Report every line below that has the string "Oyingbo" in it.

- **Input data**
▽
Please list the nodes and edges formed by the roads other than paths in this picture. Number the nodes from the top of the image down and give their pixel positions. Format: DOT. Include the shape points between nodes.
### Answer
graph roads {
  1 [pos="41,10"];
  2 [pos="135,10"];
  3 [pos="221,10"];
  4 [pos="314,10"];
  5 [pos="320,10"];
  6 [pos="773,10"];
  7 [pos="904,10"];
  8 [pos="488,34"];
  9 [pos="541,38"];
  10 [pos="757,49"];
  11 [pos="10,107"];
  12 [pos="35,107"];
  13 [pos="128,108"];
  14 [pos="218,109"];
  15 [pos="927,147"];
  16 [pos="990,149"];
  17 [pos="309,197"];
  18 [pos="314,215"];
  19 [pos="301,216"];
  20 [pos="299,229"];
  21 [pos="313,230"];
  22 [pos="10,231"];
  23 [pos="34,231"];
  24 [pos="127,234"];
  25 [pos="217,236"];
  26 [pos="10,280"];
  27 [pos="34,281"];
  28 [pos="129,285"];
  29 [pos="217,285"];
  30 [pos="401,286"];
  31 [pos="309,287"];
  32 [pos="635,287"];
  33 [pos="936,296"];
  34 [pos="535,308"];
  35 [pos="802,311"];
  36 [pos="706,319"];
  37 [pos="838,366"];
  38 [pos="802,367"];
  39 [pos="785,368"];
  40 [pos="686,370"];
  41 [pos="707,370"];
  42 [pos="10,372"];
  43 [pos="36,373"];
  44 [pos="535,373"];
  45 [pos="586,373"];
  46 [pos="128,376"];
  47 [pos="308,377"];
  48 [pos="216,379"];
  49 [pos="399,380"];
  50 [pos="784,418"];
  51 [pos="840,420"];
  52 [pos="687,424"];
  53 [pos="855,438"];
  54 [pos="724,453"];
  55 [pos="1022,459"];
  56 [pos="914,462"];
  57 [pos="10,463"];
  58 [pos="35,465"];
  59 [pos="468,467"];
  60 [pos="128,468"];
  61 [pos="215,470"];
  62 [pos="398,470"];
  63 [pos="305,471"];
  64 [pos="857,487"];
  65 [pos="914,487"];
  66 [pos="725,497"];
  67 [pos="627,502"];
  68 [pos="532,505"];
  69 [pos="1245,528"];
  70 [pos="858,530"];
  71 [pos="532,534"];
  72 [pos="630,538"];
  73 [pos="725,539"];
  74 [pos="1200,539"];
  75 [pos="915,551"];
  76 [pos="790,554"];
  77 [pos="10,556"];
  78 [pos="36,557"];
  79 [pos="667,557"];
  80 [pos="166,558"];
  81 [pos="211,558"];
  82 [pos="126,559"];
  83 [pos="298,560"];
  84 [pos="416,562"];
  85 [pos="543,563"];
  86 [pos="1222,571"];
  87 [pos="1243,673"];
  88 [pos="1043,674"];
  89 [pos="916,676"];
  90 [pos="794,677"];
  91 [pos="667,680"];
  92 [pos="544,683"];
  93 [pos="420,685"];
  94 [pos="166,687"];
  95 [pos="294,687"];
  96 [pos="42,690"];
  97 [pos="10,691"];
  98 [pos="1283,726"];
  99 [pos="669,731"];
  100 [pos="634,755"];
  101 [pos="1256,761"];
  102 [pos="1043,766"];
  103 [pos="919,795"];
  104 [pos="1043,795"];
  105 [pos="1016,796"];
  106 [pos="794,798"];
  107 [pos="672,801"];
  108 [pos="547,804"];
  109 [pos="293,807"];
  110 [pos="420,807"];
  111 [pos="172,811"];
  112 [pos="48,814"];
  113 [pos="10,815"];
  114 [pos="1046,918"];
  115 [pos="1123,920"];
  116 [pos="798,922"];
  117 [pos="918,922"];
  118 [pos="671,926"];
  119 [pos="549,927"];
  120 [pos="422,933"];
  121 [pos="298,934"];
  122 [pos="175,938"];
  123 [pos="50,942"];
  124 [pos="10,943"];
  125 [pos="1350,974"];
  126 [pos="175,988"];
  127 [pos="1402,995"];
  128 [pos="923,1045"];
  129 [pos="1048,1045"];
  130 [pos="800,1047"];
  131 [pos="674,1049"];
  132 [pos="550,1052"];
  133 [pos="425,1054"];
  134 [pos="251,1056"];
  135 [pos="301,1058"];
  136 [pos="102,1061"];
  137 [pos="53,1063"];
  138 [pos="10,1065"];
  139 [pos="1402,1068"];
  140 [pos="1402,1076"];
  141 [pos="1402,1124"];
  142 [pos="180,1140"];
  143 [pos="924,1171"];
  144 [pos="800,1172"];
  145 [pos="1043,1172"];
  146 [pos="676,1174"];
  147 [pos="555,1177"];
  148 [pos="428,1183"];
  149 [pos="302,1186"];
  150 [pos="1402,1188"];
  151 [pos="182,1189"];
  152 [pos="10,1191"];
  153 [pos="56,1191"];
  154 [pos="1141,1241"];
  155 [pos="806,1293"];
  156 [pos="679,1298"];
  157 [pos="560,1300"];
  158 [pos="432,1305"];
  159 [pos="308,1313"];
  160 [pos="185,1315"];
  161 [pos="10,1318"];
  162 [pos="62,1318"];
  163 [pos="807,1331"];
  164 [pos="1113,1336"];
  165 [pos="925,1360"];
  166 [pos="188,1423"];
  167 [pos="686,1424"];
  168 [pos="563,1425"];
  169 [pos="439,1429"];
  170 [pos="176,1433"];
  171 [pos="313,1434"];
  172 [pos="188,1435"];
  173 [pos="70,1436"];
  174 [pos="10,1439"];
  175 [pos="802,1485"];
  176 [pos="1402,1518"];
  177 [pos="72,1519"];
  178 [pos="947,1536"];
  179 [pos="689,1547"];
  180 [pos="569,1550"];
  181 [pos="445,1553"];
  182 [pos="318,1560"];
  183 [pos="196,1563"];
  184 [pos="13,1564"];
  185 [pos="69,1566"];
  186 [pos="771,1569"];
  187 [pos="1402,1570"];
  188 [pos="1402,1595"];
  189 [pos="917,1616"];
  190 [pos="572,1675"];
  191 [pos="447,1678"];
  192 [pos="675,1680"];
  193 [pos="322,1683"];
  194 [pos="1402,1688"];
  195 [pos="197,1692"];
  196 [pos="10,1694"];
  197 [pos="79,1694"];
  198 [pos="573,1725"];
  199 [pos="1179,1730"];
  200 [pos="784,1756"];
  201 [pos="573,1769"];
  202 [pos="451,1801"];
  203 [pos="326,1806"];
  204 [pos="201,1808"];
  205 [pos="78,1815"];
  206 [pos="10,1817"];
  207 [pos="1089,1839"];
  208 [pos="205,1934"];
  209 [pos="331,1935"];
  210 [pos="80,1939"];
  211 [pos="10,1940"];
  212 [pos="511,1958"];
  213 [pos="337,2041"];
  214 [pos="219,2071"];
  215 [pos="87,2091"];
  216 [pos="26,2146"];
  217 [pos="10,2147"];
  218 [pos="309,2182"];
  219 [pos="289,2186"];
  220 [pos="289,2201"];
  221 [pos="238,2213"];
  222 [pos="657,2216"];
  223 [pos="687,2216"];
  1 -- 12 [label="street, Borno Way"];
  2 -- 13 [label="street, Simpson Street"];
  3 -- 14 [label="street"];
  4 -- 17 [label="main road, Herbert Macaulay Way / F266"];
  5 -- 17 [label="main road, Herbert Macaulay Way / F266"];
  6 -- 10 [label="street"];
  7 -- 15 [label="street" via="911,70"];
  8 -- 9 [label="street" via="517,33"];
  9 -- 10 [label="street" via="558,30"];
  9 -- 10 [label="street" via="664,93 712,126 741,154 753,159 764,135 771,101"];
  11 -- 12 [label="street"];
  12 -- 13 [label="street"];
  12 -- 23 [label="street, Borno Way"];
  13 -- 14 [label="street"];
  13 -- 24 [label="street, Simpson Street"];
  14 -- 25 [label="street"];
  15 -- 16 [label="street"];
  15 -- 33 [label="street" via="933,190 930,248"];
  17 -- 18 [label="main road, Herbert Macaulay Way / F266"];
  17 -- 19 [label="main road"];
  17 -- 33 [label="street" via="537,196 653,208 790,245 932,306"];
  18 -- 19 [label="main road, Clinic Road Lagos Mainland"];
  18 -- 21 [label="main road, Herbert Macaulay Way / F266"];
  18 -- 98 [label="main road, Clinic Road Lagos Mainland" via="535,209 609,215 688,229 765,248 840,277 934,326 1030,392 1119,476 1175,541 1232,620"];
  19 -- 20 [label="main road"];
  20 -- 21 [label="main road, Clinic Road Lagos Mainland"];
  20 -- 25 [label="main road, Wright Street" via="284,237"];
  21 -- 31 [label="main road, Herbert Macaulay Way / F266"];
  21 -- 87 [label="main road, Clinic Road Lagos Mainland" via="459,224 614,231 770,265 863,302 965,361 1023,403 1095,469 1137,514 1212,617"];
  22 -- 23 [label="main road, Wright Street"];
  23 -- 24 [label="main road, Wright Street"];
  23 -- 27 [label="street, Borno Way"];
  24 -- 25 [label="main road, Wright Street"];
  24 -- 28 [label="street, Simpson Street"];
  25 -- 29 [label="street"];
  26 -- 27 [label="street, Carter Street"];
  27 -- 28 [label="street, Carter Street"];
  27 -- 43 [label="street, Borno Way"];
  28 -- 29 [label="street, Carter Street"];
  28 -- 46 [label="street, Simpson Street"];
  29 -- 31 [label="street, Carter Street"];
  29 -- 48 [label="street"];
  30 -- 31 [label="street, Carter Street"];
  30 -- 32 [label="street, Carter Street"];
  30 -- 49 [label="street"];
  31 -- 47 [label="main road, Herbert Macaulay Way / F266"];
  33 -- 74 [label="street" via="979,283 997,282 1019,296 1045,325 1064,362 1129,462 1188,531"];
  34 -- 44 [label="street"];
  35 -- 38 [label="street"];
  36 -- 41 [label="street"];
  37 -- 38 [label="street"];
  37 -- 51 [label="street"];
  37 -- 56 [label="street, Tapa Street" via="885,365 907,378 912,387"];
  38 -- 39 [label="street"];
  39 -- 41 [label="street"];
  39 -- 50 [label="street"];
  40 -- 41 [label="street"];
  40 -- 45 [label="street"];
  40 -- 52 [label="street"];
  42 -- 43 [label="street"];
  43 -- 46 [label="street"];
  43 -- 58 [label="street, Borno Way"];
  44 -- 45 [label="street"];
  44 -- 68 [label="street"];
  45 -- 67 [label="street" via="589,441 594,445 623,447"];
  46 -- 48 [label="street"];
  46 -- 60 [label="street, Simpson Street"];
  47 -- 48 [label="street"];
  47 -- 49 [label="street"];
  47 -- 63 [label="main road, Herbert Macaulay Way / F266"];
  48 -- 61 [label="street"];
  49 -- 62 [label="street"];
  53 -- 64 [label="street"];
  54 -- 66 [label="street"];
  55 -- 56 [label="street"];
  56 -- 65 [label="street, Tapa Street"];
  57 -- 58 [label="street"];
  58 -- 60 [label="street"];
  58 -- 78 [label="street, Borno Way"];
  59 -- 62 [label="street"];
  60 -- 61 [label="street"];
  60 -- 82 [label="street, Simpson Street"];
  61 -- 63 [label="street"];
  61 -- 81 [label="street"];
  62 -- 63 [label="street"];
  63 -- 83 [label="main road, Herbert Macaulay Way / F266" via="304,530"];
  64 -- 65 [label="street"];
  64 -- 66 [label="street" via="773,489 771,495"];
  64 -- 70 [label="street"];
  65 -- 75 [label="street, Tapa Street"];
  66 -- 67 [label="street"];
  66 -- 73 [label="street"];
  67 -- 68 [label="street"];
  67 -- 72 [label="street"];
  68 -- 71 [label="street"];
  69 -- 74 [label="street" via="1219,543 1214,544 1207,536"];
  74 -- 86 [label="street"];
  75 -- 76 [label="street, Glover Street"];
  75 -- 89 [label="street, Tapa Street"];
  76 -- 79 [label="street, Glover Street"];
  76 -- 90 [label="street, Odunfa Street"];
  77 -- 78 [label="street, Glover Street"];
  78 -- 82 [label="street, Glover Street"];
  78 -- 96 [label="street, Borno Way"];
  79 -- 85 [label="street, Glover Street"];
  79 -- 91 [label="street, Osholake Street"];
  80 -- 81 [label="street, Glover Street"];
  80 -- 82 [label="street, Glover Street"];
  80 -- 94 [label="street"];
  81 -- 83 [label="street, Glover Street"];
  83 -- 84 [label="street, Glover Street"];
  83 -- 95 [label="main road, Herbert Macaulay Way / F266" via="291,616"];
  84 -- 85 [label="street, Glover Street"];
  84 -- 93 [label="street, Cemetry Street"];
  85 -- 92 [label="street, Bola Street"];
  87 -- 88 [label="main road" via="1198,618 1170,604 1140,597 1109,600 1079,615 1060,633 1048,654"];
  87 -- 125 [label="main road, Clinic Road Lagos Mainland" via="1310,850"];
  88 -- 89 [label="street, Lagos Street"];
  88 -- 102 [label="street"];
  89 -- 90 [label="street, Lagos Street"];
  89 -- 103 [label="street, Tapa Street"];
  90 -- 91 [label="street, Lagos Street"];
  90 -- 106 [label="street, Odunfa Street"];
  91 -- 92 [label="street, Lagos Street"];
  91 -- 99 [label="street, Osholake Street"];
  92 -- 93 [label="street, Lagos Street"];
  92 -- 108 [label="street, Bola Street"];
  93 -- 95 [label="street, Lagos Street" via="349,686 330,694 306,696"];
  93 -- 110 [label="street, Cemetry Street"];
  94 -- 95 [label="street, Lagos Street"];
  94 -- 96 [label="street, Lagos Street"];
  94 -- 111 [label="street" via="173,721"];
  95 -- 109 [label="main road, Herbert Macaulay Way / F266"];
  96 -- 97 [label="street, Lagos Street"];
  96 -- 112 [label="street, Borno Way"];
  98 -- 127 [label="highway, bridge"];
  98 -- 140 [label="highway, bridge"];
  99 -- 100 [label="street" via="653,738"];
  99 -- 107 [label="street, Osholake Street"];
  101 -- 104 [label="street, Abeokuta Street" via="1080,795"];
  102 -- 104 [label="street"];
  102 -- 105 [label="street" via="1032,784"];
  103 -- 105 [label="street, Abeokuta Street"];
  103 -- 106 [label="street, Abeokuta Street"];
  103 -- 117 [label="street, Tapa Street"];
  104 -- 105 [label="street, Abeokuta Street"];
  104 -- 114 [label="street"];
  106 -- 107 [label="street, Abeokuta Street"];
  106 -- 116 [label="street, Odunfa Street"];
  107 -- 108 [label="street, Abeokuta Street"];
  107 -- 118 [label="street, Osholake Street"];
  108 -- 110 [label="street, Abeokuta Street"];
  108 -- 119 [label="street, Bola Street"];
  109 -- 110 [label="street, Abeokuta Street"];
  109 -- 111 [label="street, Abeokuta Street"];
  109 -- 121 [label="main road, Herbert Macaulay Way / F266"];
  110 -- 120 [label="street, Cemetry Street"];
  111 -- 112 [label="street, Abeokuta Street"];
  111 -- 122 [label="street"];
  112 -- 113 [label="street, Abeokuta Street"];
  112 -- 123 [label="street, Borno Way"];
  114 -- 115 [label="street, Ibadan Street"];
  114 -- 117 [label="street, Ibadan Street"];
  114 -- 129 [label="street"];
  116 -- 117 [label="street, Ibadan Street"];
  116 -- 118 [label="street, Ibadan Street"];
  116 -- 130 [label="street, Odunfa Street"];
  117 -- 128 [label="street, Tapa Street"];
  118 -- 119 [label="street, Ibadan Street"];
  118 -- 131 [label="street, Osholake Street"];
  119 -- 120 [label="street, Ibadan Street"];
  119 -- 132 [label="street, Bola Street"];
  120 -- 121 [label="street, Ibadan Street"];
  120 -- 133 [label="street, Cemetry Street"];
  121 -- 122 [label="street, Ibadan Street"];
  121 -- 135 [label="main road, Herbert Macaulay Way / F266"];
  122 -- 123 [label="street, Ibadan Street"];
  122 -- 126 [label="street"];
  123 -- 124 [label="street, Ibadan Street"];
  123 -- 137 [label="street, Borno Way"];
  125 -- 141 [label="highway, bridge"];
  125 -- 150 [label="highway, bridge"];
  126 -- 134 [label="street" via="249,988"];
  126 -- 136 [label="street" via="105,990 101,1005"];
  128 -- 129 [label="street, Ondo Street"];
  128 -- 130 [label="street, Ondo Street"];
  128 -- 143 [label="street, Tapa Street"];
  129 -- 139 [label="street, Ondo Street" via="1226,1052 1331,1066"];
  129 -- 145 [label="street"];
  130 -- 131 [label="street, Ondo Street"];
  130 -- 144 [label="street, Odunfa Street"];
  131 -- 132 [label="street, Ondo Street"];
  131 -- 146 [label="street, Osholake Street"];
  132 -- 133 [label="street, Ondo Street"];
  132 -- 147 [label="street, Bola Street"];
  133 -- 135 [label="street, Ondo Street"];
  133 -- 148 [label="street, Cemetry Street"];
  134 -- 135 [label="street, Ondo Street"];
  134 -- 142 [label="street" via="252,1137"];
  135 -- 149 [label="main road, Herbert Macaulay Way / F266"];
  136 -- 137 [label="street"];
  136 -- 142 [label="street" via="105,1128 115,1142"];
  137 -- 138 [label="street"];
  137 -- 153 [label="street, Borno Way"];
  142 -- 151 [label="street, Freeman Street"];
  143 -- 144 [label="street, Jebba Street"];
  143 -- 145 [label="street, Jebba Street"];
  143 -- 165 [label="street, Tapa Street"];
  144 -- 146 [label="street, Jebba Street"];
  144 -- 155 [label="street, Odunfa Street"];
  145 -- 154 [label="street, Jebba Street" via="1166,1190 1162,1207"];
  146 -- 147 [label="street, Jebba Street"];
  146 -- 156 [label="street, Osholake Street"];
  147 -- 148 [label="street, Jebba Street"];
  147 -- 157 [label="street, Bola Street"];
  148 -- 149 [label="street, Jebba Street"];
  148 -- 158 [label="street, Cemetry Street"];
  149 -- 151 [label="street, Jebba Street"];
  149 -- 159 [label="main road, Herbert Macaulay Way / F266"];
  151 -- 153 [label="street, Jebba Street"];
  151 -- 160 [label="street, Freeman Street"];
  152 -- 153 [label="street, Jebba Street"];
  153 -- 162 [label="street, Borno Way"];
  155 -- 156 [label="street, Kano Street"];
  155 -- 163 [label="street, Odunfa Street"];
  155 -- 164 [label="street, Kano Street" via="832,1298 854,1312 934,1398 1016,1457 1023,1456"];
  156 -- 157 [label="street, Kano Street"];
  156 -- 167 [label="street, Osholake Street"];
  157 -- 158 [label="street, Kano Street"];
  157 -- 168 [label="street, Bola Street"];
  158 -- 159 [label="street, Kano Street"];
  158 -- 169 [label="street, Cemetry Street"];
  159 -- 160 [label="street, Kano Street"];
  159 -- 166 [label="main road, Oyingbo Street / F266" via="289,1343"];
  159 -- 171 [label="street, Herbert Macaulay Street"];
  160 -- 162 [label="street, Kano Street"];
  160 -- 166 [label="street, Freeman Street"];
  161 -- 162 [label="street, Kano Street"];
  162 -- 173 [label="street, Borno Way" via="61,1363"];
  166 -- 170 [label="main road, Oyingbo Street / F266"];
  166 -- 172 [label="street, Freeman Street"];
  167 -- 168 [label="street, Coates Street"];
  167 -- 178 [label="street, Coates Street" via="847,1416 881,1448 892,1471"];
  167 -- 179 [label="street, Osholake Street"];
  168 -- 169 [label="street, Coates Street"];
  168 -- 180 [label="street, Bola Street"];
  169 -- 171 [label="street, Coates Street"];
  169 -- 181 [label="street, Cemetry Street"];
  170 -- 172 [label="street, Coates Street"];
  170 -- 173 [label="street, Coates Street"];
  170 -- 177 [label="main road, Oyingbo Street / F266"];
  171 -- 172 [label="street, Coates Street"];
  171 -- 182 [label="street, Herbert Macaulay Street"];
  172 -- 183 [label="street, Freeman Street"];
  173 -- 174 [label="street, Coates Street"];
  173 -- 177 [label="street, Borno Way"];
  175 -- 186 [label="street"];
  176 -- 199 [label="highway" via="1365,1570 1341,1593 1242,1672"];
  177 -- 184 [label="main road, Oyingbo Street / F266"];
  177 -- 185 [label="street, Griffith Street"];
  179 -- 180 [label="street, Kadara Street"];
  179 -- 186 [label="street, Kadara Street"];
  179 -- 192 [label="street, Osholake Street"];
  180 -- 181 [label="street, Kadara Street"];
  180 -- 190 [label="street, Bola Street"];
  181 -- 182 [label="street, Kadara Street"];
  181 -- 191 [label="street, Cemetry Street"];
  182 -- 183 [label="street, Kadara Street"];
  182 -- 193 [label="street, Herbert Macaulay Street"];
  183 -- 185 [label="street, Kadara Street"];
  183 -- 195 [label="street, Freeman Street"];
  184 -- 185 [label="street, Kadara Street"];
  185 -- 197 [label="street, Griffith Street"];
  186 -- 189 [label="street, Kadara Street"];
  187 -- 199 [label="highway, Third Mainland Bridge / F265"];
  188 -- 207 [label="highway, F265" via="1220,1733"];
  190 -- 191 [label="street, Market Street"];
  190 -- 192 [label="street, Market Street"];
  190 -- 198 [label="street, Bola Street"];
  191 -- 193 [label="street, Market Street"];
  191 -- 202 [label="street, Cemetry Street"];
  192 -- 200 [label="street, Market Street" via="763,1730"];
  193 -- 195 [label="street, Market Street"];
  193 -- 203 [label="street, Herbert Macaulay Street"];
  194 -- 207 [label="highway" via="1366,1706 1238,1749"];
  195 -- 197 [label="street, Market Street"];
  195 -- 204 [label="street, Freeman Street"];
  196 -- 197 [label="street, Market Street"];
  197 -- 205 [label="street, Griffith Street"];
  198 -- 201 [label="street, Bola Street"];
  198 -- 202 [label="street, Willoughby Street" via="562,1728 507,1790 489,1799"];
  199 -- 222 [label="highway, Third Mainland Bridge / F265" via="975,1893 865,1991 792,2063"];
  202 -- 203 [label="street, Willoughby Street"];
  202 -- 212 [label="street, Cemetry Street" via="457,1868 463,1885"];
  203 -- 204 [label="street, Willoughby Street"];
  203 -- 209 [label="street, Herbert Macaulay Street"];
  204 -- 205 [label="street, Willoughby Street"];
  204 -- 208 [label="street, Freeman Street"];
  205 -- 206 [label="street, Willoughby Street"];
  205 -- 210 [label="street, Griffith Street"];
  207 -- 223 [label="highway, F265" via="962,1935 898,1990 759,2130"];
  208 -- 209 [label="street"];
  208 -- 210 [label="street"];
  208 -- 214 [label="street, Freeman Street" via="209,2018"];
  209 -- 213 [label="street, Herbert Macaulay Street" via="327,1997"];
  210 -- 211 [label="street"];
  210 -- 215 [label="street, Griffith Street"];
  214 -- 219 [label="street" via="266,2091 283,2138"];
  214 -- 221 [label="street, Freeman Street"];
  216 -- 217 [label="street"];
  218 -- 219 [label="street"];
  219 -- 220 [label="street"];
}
△
- **Response area**
  159 -- 166 [label="main road, Oyingbo Street / F266" via="289,1343"];
  166 -- 170 [label="main road, Oyingbo Street / F266"];
  170 -- 177 [label="main road, Oyingbo Street / F266"];
  177 -- 184 [label="main road, Oyingbo Street / F266"];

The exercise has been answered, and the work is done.